Membandingkan peluang yang disia-siakan Werner, dengan kegagalan dua orang itu, dan juga masih banyak lagi mungkin kegagalan dan kesalahan pemain lain pada momen-momen yang jauh lebih krusial, barangkali tak berimbang dan tak penting-penting amat mengingat dampaknya yang memang belum terasa saat ini. Toh, baru fase semifinal. Tapi satu kesamaan yang bisa jadi ingin dinikmati sebagai penggemar sepakbola, adalah determinasi setelah kegagalan itu. Determinasi.
Tulisan kecil ini pasti bias, karena saya penggemar Chelsea. Tapi tak mengapa.

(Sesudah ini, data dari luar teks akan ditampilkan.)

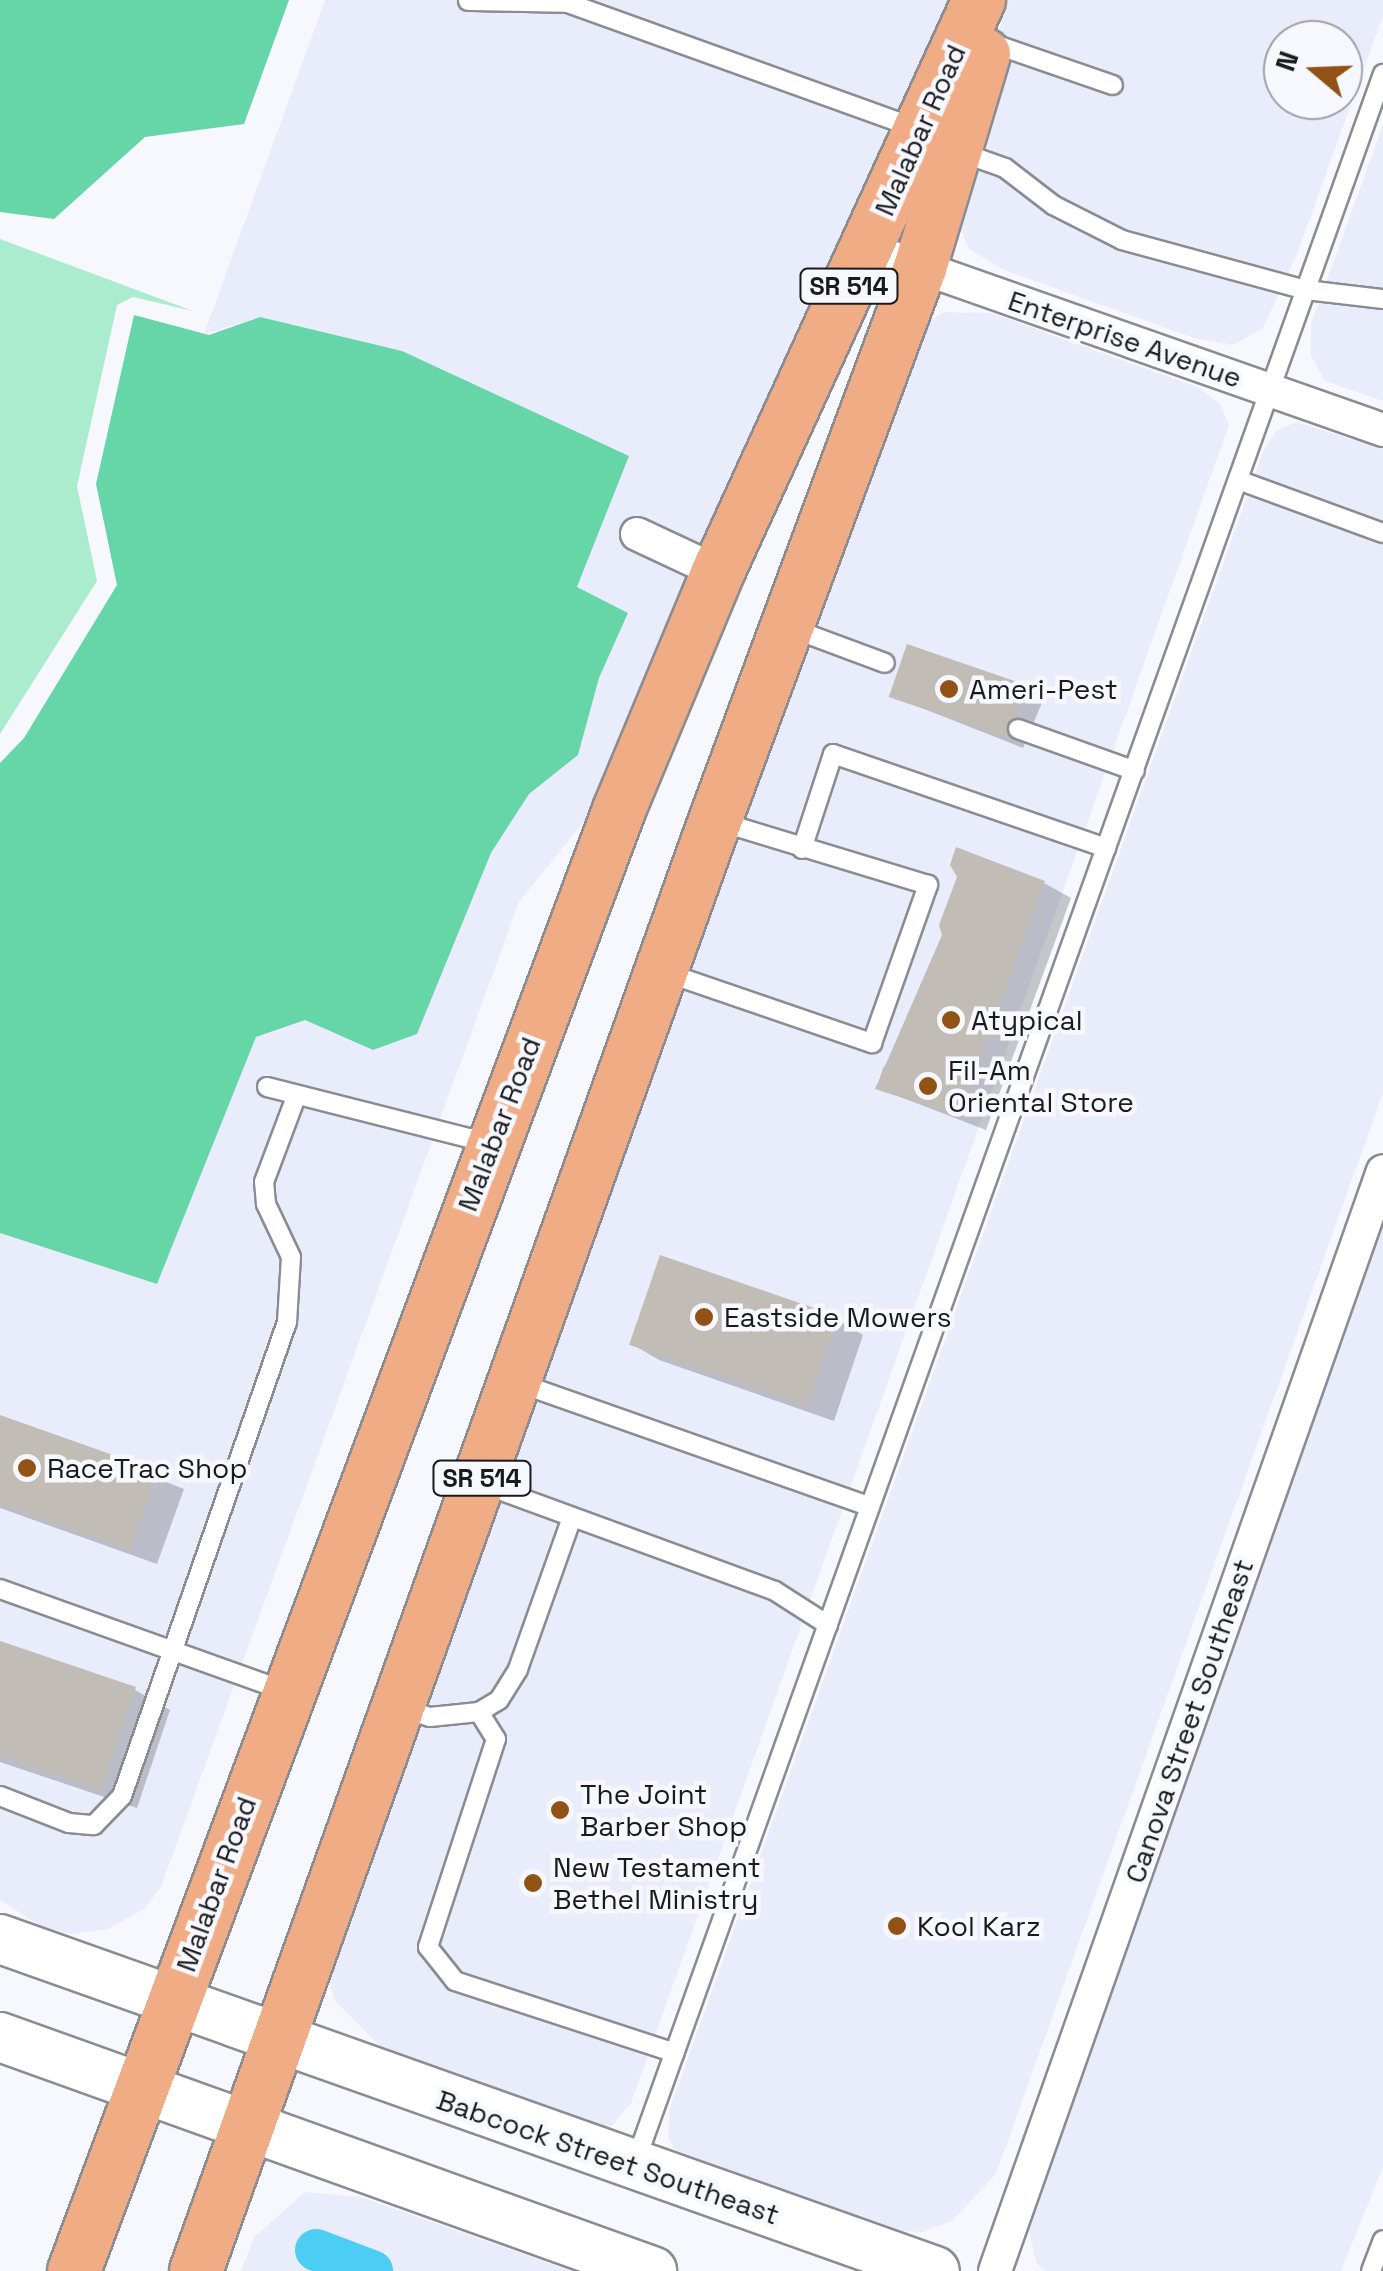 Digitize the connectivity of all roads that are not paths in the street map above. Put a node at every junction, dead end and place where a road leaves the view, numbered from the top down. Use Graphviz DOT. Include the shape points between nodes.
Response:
graph roads {
  1 [pos="468,1"];
  2 [pos="983,18"];
  3 [pos="1383,74"];
  4 [pos="1113,85"];
  5 [pos="937,140"];
  6 [pos="866,248"];
  7 [pos="920,268"];
  8 [pos="1306,290"];
  9 [pos="1383,299"];
  10 [pos="1271,389"];
  11 [pos="1383,430"];
  12 [pos="1238,480"];
  13 [pos="1383,533"];
  14 [pos="638,534"];
  15 [pos="718,572"];
  16 [pos="786,626"];
  17 [pos="885,663"];
  18 [pos="1018,729"];
  19 [pos="1135,771"];
  20 [pos="707,818"];
  21 [pos="802,848"];
  22 [pos="1106,848"];
  23 [pos="661,971"];
  24 [pos="267,1086"];
  25 [pos="296,1096"];
  26 [pos="493,1138"];
  27 [pos="1383,1171"];
  28 [pos="516,1382"];
  29 [pos="480,1483"];
  30 [pos="870,1507"];
  31 [pos="572,1517"];
  32 [pos="0,1590"];
  33 [pos="828,1625"];
  34 [pos="170,1649"];
  35 [pos="288,1692"];
  36 [pos="400,1708"];
  37 [pos="478,1712"];
  38 [pos="0,1796"];
  39 [pos="0,1939"];
  40 [pos="173,2001"];
  41 [pos="0,2037"];
  42 [pos="281,2040"];
  43 [pos="675,2053"];
  44 [pos="141,2085"];
  45 [pos="251,2124"];
  46 [pos="634,2166"];
  47 [pos="1383,2240"];
  48 [pos="74,2271"];
  49 [pos="196,2271"];
  50 [pos="652,2271"];
  51 [pos="935,2271"];
  52 [pos="995,2271"];
  53 [pos="1372,2271"];
  1 -- 5 [label="lane" via="568,3"];
  2 -- 4 [label="lane"];
  2 -- 5 [label="main road, Malabar Road / SR 514"];
  3 -- 8 [label="lane"];
  5 -- 6 [label="main road, Malabar Road / SR 514"];
  5 -- 7 [label="main road, Malabar Road / SR 514"];
  5 -- 8 [label="lane" via="1005,168 1053,205 1122,240"];
  6 -- 7 [label="street, Enterprise Avenue"];
  6 -- 15 [label="main road, Malabar Road / SR 514"];
  7 -- 10 [label="street, Enterprise Avenue"];
  7 -- 16 [label="main road, Malabar Road / SR 514"];
  8 -- 9 [label="lane"];
  8 -- 10 [label="lane"];
  10 -- 11 [label="street, Enterprise Avenue"];
  10 -- 12 [label="lane"];
  12 -- 13 [label="lane"];
  12 -- 19 [label="lane"];
  14 -- 15 [label="street"];
  15 -- 20 [label="main road" via="760,608 764,630"];
  15 -- 26 [label="main road, Malabar Road / SR 514"];
  16 -- 17 [label="lane"];
  16 -- 20 [label="main road, Malabar Road / SR 514"];
  18 -- 19 [label="lane"];
  19 -- 22 [label="lane"];
  20 -- 21 [label="lane"];
  20 -- 23 [label="main road, SR 514" via="684,858 682,916"];
  21 -- 22 [label="lane" via="833,754"];
  21 -- 23 [label="lane" via="928,885 872,1043"];
  22 -- 30 [label="lane"];
  23 -- 28 [label="main road, SR 514"];
  24 -- 25 [label="lane"];
  25 -- 26 [label="lane" via="469,1138"];
  25 -- 34 [label="lane" via="264,1182 266,1204 290,1258 288,1322"];
  26 -- 35 [label="main road, Malabar Road / SR 514"];
  27 -- 52 [label="street, Canova Street Southeast"];
  28 -- 29 [label="main road, SR 514"];
  28 -- 30 [label="lane"];
  29 -- 31 [label="lane"];
  29 -- 36 [label="main road, SR 514"];
  30 -- 33 [label="lane"];
  31 -- 33 [label="lane" via="775,1591"];
  31 -- 37 [label="lane" via="518,1669 499,1700"];
  32 -- 34 [label="lane"];
  33 -- 43 [label="lane"];
  34 -- 35 [label="lane"];
  34 -- 38 [label="lane" via="122,1796 94,1825 69,1823"];
  35 -- 40 [label="main road, Malabar Road / SR 514"];
  36 -- 37 [label="lane" via="430,1717"];
  36 -- 42 [label="main road, SR 514"];
  37 -- 43 [label="lane" via="496,1739 428,1947 455,1981"];
  39 -- 40 [label="main road, Babcock Street Southeast"];
  40 -- 42 [label="main road, Babcock Street Southeast"];
  40 -- 44 [label="main road, Malabar Road / SR 514"];
  41 -- 44 [label="main road"];
  42 -- 45 [label="main road, SR 514"];
  42 -- 46 [label="main road, Babcock Street Southeast"];
  43 -- 46 [label="lane"];
  44 -- 45 [label="main road"];
  44 -- 48 [label="main road, Malabar Road / SR 514"];
  45 -- 49 [label="main road, SR 514"];
  45 -- 50 [label="main road" via="571,2249"];
  46 -- 51 [label="main road, Babcock Street Southeast"];
  47 -- 53 [label="lane"];
} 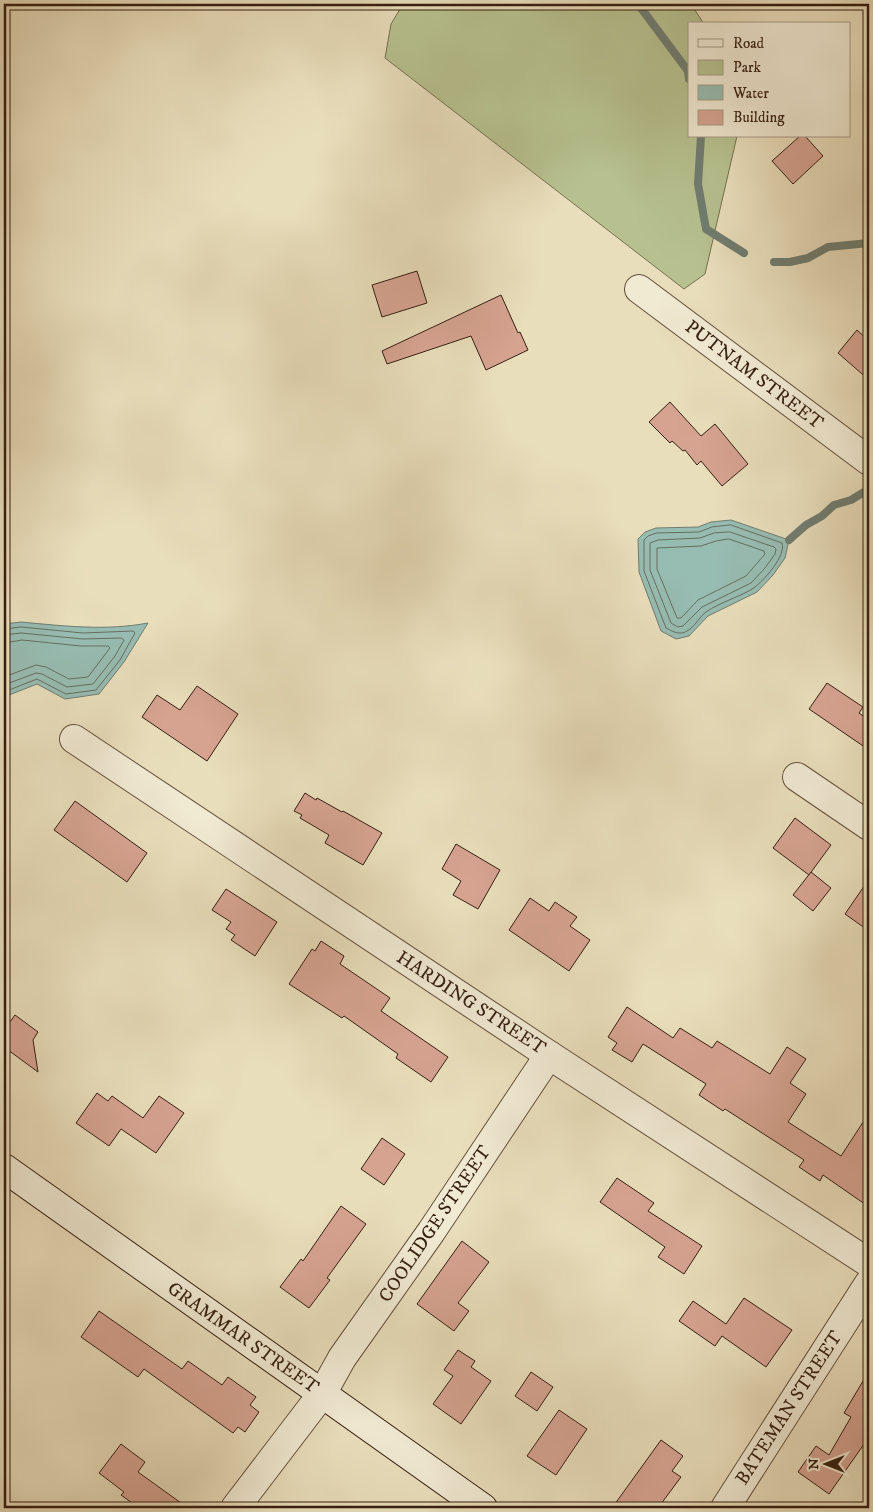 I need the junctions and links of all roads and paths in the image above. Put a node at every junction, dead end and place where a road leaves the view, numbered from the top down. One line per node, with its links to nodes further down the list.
1 (638, 289): 2 (street, PUTNAM STREET)
2 (869, 461)
3 (74, 739): 6 (street, HARDING STREET)
4 (797, 777): 5 (street)
5 (869, 826)
6 (549, 1055): 8 (street, HARDING STREET); 10 (street, COOLIDGE STREET)
7 (4, 1168): 10 (street, GRAMMAR STREET)
8 (869, 1263)
9 (869, 1283): 13 (street, BATEMAN STREET)
10 (322, 1394): 11 (street, COOLIDGE STREET); 12 (street, GRAMMAR STREET)
11 (235, 1508)
12 (483, 1508)
13 (725, 1508)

Tak ada yang meragukan pengalaman Madrid, rajanya Eropa dengan 13 gelar Liga Champions dan juara empat kali dalam tujuh musim terakhir, plus sederet pemain sarat pengalaman. Los Blancos dan Zinedine Zidane tidak akan bertamu ke Stamford Bridge tanpa rencana dan tidak akan mudah menyerah sebagaimana mereka menyingkirkan Liverpool.
Saya masih berharap, Chelsea bisa meredam trio gelandang Luka Modric, Toni Kroos, dan Casemiro seperti laga pertama, meski disadari, tak mungkin mereka mau terjebak pada hal yang sama untuk kedua kalinya (bermain high pressing dan meninggalkan lubang di lini tengah). Pun untuk urusan menjaga lebih ketat striker veteran macam Karim Benzema, yang dalam sepersekian detik kesempatan bisa mengubah keadaan. Dan syukur-syukur setelah laga kedua berakhir nanti, saya tidak memiliki banyak pengandaian yang menggantung-gantung dan menghantu-hantui. [T]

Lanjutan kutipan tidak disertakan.